4 NOTES SUR GUILLAUME APOLLINAIRE DONT 2 MYSTIQUES

1.
Le poème tend à faire de la langue un solfège sans cesse renouvelé de la petite musique du sens :

"Oh ! les cimes des pins grincent en se heurtant
  Et l'on entend aussi se lamenter l'autan
  Et du fleuve prochain à grand'voix triomphales
  Les elfes rire au vent ou corner aux rafales"
    (Apollinaire, Le vent nocturne in Alcools)

Ici les assonances (pins, grincent, prochain / en, heurtant, entend, lamenter, l'autan, grand'voix, vent / oh, l'on, aussi, l'autan, prochain à, triomphales, au, corner aux rafales) et ce frémissement des consonnes (cimes, grincent, se, aussi se / prochain / fleuve, triomphales, elfes, rafales) que semble chercher à couvrir ce grand vent sur la page.

2.
"Et les serpents ne sont-ils que les cous des cygnes
  Qui étaient immortels et n'étaient pas chanteurs"
    (Apollinaire, Le brasier, Alcools)

L'emploi de l'imparfait peut surprendre puisque l'immortalité est un présent de vérité générale : l'immortel est immortel quels que soient le lieu et l'époque où il se trouve.
Comme Dieu.
Quant au Diable, ah bah, ce serait sans doute cela, le présent de l'illusion générale.

3.
"Tu marches vers Auteuil tu veux aller chez toi à pied
  Dormir parmi tes fétiches d'Océanie et de Guinée
  Ils sont des Christ d'une autre forme et d'une autre croyance
  Ce sont les Christ inférieurs des obscures espérances"
  (Apollinaire, Zone, Alcools)

C'est le dernier épisode du poème Zone. Le narrateur rentre chez lui pour y dormir.

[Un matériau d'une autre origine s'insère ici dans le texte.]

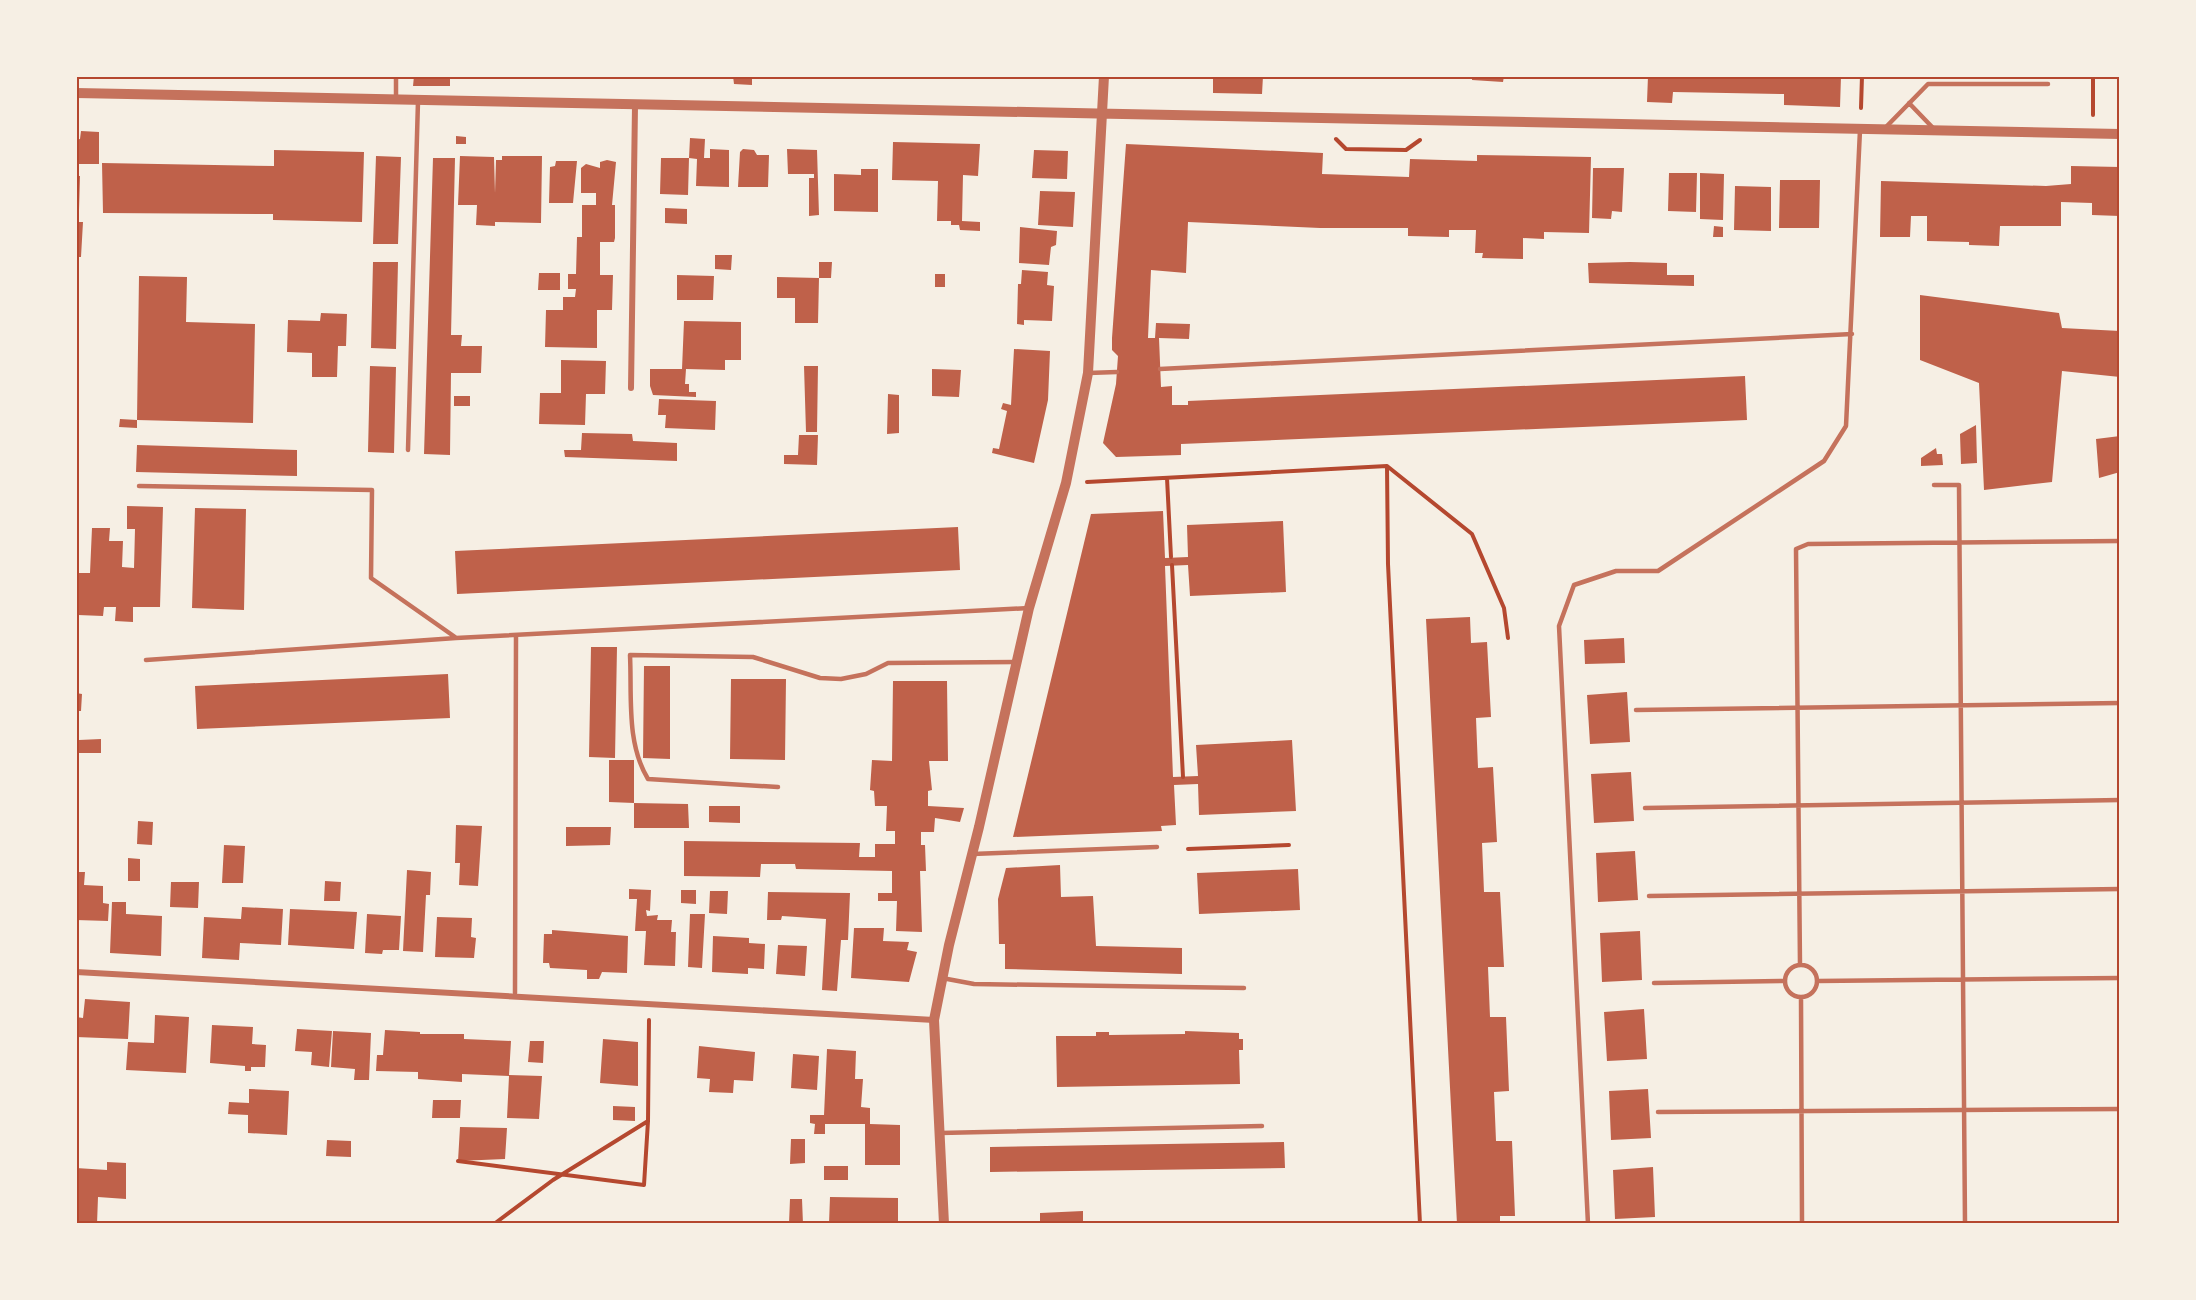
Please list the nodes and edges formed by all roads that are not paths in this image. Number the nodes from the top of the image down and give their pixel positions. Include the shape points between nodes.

Le complément "à pied" m'est clin d'oeil qui, faute d'argent, en ai parcouru des lieues. Mais passons...

Le poète donc rentre chez lui pour y cependant retrouver un ailleurs quasi mystique, celui des "fétiches d'Océanie et de Guinée" qu'il rattache aussitôt à la figure du Christ :

"Ils sont des Christ d'une autre forme et d'une autre croyance
  Ce sont les Christ inférieurs des obscures espérances"

écrit-il en deux brèves mesures parallèles de 4 syllabes ("Ils sont des Christ" / "Ce sont des Christ") placées au début de ces deux 14-syllabes aux rimes signifiantes ("croyance" / "espérances").

La fin du poème Zone reprend ainsi l'un des motifs de son commencement :

"La religion seule est restée toute neuve la religion" (vers 5)

"Seul en Europe tu n'es pas antique ô Christianisme" (v.7)
  (...)
"Pupille Christ de l'oeil"

Et ce trait étonnant, faussement naïf, à la manière d'une image médiévale :

"C'est Dieu qui meurt le vendredi et ressuscite le dimanche
  C'est le Christ qui monte au ciel mieux que les aviateurs
  Il détient le record du monde pour la hauteur"

4.
"Soleil cou coupé"
  (Apollinaire, Zone, Alcools)

Ce vers célèbre termine l'immense Zone. En lui-même, il constitue une image forte.
Le comparé en est "le soleil".
Le comparant : une tête coupée.
Les rougeoiements que l'on prête souvent au soleil couchant explique peut-être cette personnification (cf Baudelaire, "Le soleil s'est noyé dans son sang qui se fige" in Harmonie du soir)

Quant au participe "coupé", il coupe, en effet, la parole qui, jusqu'ici, déroulait sur la page séquences rythmiques, souvenirs, réminiscences, évocations. Le rythme se résout donc en un hiatus : "Soleil / cou / cou- (/) -pé /", lequel hiatus induit, en dépit des règles de la prosodie (un accent sur la dernière syllabe des mots de sens plein ; sur l'avant-dernière si la finale est constituée d'un "e muet") une accentuation sur la première syllabe du participe "cou-pé".

Epiphanie de l'analogie : ce qui pourrait tendre vers l'infini (le soleil) est semblable à ce qui est purement mortel (l'être vivant).
Cette expression (être vivant) est par ailleurs assez intéressante puisque, s'il y a de "l'être vivant", c'est donc qu'il y a aussi de "l'être mort" et, sans nul doute, de "l'être tout court", absolu, radical, et qui ne se manifeste à la conscience qu'à la solaire lumière de la révélation.